While investing in the market you need to keep one thing in your mind. The thing is that allocating funds in the market comes with a lot of risks. While it might look sensible to invest when the market is performing well, when it is in turmoil, you may be tempted to withdraw from your mutual fund investment. However, instead of redeeming mutual funds, you should consider investing in this fund or its numerous variants like index funds. “What is an index fund?” you may ask. Continue to read below to know more:
What are index mutual funds?
This type of mutual fund is a passively managed investment tool that not only tracks market index benchmarks like the SENSEX, NIFTY Next 50, and NIFTY 50 but also tries to imitate their performance. For replicating the performance of an index that’s chosen, index mutual funds hold on to the shares which are a part of the chosen index. It is important to make note of the fact that the said shares are bought in the same proportion as the index fund is replicating. However, to understand how these funds work, you need to understand what active and passive management is when it comes to mutual funds.
Under actively managed mutual funds, you first opt for a scheme, and then a professional referred to as the fund manager uses their expertise inbuilding a portfolio consisting of securities. The fund manager with the help of their team takes tactical calls. They also decide which stocks to either buy or sell and even at what price. As this type of fund allocation regularly involves multiple buying and selling transactions, it is referred to as active investing. And schemes that make use of this strategy are called in the investment circles actively managed mutual funds.
Conversely, under passive investing, after building a portfolio of stocks, the fund manager preserves the allocation of individual stocks in the same proportion as the replicated index. Also, in contrast to active investing, the fund managers who are investing passively don’t have the freedom to select the stocks to invest in. Instead, they are responsible for making sure that the fund is replicating the portfolio of the chosen index.

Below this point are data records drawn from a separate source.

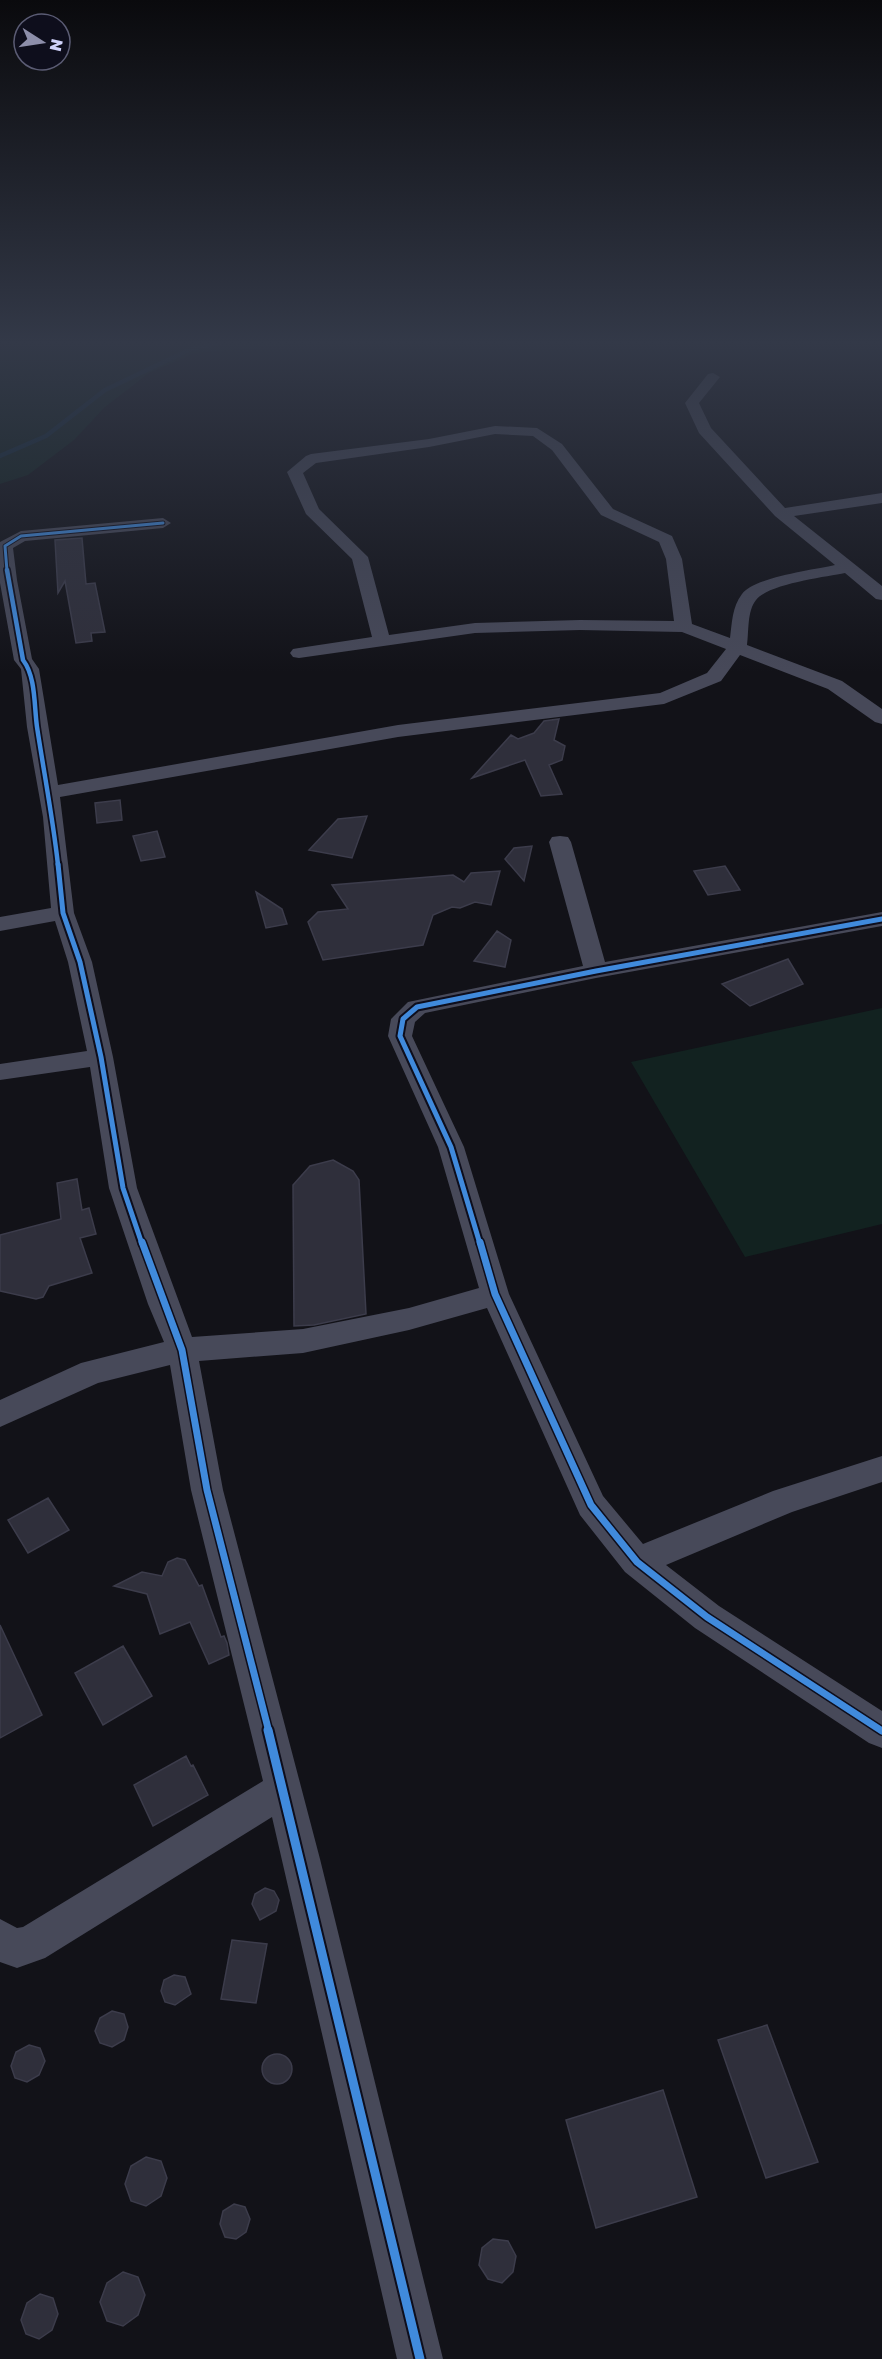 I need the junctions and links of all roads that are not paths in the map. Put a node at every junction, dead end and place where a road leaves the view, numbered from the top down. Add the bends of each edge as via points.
1 (362, 452) edge
2 (561, 452) edge
3 (724, 452) edge
4 (882, 498) edge
5 (780, 513) junction
6 (164, 524) dead end
7 (847, 568) junction
8 (882, 595) edge
9 (684, 627) junction
10 (382, 641) junction
11 (738, 646) junction
12 (299, 653) dead end
13 (882, 718) edge
14 (48, 793) junction
15 (560, 842) dead end
16 (63, 914) junction
17 (882, 919) edge
18 (0, 924) edge
19 (596, 971) junction
20 (101, 1057) junction
21 (0, 1072) edge
22 (495, 1294) junction
23 (182, 1350) junction
24 (0, 1414) edge
25 (882, 1469) edge
26 (637, 1563) junction
27 (882, 1731) edge
28 (283, 1789) junction
29 (0, 1939) edge
30 (420, 2359) edge

1 - 10 street via 311,459 295,472 312,511 360,557
2 - 9 street via 607,512 666,539 675,559
3 - 5 street
4 - 5 street
5 - 7 street
6 - 14 street via 21,536 5,546 23,660 30,669
7 - 8 street
7 - 11 street via 776,582 750,595 742,611
9 - 10 street via 475,628
9 - 11 street
10 - 12 street
11 - 13 street via 835,685
11 - 14 street via 714,677 664,698 398,731
14 - 16 street
15 - 19 street
16 - 18 street
16 - 20 street via 80,962
17 - 19 street
19 - 22 street via 417,1007 403,1020 400,1036 452,1147
20 - 21 street
20 - 23 street via 123,1188
22 - 23 street via 409,1319 303,1341
22 - 26 street via 591,1504
23 - 24 street via 92,1372
23 - 28 street via 207,1490
25 - 26 street via 784,1501
26 - 27 street via 707,1617
28 - 29 street via 31,1944 17,1948
28 - 30 street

Index funds, which are known for replicating specific indices like the NIFTY Midcap 150 are known for following the passive strategy, and therefore, are examples of this type of investment.
How do they work?
Once an investor has opted for an index fund, their money is pooled with other investors. The fund manager later allocates the said money to bonds and stock. These are instruments that make up an index. While funds may or may not be allocated to every component of an index,a fund manager aims to get an appropriate sample of every piece. This is done to effectively track the index performance over time.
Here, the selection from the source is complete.